SOURCE INFORMATION below:
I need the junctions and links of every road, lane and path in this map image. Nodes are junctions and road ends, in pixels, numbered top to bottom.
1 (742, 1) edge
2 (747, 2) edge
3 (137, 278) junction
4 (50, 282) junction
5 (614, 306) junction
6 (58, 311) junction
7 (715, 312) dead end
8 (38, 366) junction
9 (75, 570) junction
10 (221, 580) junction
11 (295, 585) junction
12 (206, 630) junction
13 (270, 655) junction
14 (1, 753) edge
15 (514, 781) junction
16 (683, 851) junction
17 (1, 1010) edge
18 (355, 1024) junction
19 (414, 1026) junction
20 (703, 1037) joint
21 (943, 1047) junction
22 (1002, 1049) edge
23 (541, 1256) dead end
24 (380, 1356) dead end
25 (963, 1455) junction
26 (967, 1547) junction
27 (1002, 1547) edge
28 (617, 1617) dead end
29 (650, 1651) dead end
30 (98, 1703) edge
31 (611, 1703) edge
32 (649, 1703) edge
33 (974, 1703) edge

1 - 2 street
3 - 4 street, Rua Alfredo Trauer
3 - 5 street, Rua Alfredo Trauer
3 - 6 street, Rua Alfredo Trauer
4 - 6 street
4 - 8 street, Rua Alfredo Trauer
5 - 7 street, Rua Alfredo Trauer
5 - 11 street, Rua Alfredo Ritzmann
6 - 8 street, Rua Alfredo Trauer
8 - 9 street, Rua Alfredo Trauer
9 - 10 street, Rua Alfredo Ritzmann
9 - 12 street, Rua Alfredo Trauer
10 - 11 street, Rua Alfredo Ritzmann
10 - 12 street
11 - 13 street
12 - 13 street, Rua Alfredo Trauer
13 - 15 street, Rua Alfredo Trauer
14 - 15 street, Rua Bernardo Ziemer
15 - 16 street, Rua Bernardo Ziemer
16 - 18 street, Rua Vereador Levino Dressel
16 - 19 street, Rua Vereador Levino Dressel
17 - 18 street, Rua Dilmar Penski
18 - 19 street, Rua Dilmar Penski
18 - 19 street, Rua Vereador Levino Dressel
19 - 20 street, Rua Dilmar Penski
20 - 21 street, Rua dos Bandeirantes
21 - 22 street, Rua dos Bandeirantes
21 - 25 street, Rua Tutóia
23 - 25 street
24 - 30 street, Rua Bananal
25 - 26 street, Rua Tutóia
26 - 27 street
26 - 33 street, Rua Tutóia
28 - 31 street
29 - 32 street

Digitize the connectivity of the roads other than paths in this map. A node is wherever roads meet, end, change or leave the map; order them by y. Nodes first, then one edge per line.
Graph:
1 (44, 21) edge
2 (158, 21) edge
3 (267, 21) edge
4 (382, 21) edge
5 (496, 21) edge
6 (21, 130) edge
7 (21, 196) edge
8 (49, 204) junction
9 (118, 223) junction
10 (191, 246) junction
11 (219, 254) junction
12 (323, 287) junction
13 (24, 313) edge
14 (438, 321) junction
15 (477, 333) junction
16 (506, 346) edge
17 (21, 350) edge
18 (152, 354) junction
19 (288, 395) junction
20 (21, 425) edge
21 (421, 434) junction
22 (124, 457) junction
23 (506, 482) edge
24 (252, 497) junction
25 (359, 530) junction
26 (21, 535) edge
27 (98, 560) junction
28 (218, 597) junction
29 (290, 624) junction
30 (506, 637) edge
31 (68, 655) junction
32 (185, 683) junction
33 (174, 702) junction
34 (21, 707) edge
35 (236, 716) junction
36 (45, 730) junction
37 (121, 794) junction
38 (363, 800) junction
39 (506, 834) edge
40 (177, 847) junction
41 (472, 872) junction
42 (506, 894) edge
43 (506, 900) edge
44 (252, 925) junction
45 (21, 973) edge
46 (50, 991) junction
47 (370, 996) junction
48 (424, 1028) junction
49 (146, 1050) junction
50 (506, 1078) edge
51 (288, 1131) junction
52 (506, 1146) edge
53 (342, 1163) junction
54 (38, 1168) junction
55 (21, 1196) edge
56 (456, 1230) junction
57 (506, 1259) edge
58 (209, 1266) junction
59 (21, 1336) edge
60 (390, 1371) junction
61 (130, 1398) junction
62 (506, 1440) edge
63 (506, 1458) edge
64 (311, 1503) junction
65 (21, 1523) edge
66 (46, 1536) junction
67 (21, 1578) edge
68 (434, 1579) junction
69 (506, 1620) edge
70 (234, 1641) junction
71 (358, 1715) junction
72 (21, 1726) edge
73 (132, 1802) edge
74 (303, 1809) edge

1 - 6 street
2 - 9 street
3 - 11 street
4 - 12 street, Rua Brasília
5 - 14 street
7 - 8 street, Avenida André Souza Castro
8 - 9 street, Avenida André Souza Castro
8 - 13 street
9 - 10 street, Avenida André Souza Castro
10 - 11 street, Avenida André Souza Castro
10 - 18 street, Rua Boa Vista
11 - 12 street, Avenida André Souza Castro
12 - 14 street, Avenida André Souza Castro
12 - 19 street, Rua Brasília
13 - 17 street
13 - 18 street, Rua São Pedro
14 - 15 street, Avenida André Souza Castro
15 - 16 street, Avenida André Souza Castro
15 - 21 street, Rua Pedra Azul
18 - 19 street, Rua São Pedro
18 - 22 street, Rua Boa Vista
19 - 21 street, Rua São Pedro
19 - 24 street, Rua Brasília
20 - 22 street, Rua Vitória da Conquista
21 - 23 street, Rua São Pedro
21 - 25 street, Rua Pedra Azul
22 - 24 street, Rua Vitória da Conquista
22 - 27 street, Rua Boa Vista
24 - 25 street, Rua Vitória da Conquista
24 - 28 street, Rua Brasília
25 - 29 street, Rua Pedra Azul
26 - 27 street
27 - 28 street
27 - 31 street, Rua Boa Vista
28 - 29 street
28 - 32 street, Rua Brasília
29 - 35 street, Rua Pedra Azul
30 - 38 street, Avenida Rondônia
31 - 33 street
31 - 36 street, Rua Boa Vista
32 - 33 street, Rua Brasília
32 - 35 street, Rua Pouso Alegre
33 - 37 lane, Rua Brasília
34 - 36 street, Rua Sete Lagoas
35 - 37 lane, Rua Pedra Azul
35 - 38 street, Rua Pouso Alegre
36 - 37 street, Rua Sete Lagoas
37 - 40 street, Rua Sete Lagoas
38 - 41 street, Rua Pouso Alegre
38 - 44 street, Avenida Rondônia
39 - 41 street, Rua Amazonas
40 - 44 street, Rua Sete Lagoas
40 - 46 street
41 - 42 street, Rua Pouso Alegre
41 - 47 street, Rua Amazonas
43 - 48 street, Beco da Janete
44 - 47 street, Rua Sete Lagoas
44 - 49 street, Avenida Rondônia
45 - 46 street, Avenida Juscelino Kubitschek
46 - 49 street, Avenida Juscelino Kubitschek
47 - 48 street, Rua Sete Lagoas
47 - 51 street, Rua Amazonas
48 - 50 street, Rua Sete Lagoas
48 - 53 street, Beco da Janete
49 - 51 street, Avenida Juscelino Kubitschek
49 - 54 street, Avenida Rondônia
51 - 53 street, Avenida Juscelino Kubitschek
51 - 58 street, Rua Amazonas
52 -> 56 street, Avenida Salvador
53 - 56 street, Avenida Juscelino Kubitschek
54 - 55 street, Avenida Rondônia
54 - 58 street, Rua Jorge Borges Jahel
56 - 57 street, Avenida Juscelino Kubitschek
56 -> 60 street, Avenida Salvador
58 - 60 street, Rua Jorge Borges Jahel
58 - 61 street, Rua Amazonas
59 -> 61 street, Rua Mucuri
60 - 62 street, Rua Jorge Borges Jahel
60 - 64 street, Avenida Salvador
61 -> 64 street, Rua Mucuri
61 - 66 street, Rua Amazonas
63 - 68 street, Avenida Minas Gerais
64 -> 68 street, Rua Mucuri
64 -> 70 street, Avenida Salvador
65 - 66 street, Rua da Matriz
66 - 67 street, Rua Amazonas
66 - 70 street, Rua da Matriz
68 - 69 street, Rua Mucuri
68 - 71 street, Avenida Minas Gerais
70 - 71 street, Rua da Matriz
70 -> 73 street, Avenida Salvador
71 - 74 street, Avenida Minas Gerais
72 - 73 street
End of SOURCE INFORMATION.
#### WHAT IS REQUIRED:
For the listing above, give the number of lines in which the string "Janete" occurs, and nothing else.

#### TASK ANSWER:
2